We had the local SCUBA diver down to give the hull a scrub. The water here is incredibly silty and dirty with floating debris and garbage. Its bad, so bad that I don’t want to go in the water, if I can pay somebody else to do it. We will get it done again, just a few days before we leave.
Our fuel tanks are topped up with 900L of diesel, but in consideration of our upcoming Westward passage through the Red Sea, we decided that we wanted to carry “extra” diesel on deck in jerry cans, just in case. After much deliberation, we bought 15 23L jerry cans (for about $4 CDN each), that are now filled to 20L each – giving us an additional 300L on deck.
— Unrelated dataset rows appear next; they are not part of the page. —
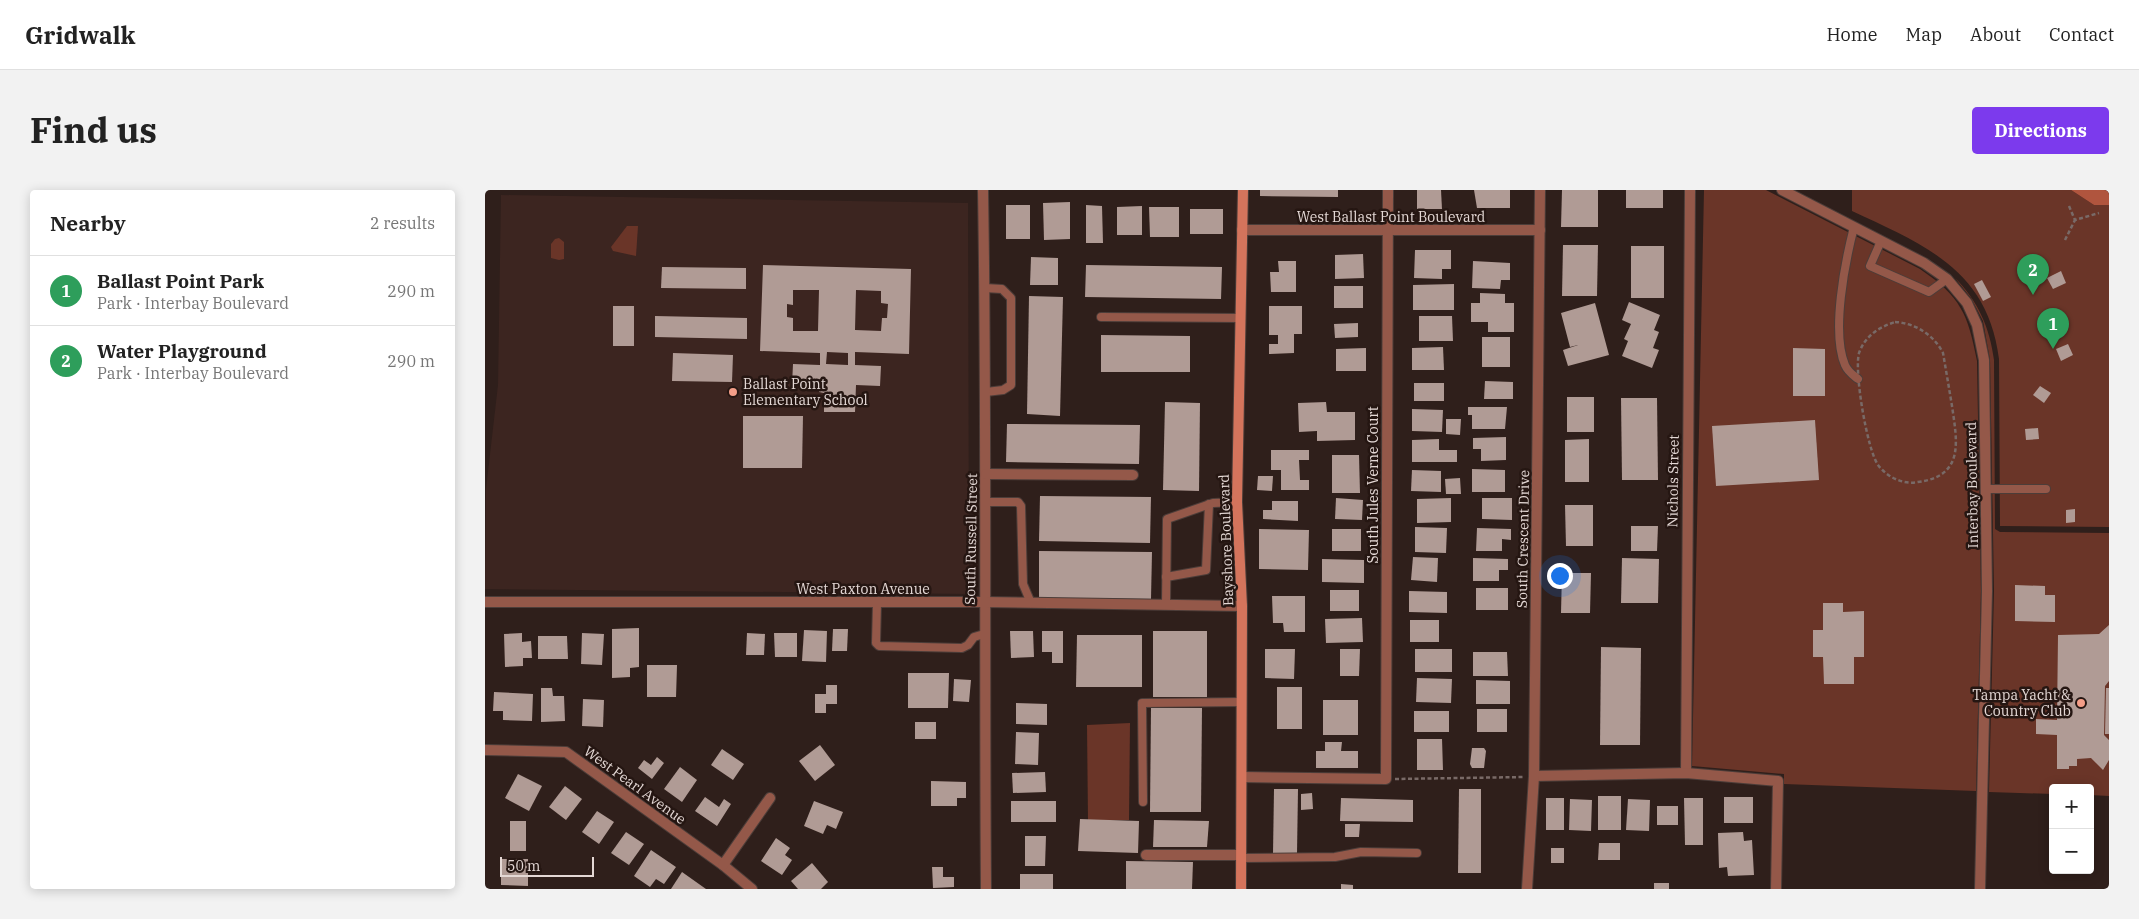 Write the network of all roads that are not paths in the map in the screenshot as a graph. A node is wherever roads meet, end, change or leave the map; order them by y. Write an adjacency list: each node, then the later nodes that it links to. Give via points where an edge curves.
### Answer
1 (983, 190): 13 (street, South Russell Street)
2 (1243, 190): 8 (street, Bayshore Boulevard)
3 (1388, 190): 10 (street, South Jules Verne Court)
4 (1540, 190): 9 (street, South Crescent Drive)
5 (1690, 190): 35 (street, Nichols Street)
6 (1782, 190): 7 (street, Interbay Boulevard)
7 (1854, 227): 11 (street, Interbay Boulevard); 16 (lane, via 1845,262 1840,346 1845,366)
8 (1243, 230): 10 (street, West Ballast Point Boulevard); 15 (street, Bayshore Boulevard)
9 (1540, 230): 10 (street, West Ballast Point Boulevard); 36 (street, South Crescent Drive)
10 (1387, 232): 37 (street, South Jules Verne Court, via 1386,779)
11 (1881, 241): 12 (street, Interbay Boulevard, via 1923,262); 12 (lane, via 1869,266 1929,292)
12 (1947, 279): 20 (street, Interbay Boulevard, via 1967,303 1977,325 1984,360)
13 (985, 288): 17 (street, South Russell Street); 17 (lane, via 1002,289 1011,298 1011,385 1003,390)
14 (1101, 317): 15 (lane)
15 (1241, 318): 23 (street, Bayshore Boulevard)
16 (1858, 379)
17 (986, 392): 18 (street, South Russell Street)
18 (986, 474): 19 (street); 22 (street, South Russell Street)
19 (1133, 474)
20 (1986, 489): 21 (lane); 49 (street, Interbay Boulevard, via 1987,591)
21 (2046, 489)
22 (985, 502): 27 (street, South Russell Street); 29 (lane, via 1018,502 1021,506 1023,584)
23 (1237, 502): 24 (lane); 31 (street, Bayshore Boulevard)
24 (1209, 504): 25 (lane, via 1167,519); 25 (lane, via 1205,570)
25 (1166, 577): 30 (lane)
26 (485, 602): 28 (street, West Paxton Avenue)
27 (984, 602): 28 (street, West Paxton Avenue); 29 (street, West Paxton Avenue); 32 (street, South Russell Street)
28 (877, 603): 32 (lane, via 876,643 879,646 962,648 974,637)
29 (1031, 603): 30 (street, West Paxton Avenue)
30 (1166, 605): 31 (street, West Paxton Avenue)
31 (1242, 606): 33 (street, Bayshore Boulevard)
32 (984, 634): 45 (street, South Russell Street)
33 (1242, 702): 37 (street, Bayshore Boulevard); 39 (lane, via 1143,703)
34 (485, 750): 43 (street, West Pearl Avenue, via 566,752)
35 (1686, 773): 36 (street); 48 (street, via 1778,781)
36 (1534, 776): 47 (street, South Crescent Drive)
37 (1242, 777): 42 (street, Bayshore Boulevard)
38 (770, 798): 43 (street)
39 (1143, 802)
40 (1417, 853): 42 (lane, via 1361,852 1335,857)
41 (1146, 855): 42 (street)
42 (1241, 856): 46 (street, Bayshore Boulevard)
43 (723, 865): 44 (street, West Pearl Avenue)
44 (752, 889)
45 (986, 889)
46 (1241, 889)
47 (1527, 889)
48 (1776, 889)
49 (1980, 889)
We don’t intend to “cruise” with these additional cans, just tie them on deck and give them away (empty) when we get to Cyprus.
The weather has cleared up a lot, and it only rains occasionally at night. The daytime temperatures are about 30-32C and at night-time it is usually about 26C, although the humidity is still high. Our second A/C unit (bought in Malaysia two years ago) finally died and we won’t bother fixing it. The big portable A/C we bought in India is doing the job, cooling and dehumidifying the whole boat. Our aft cabin is a little warmer than we’d like, but we’re OK.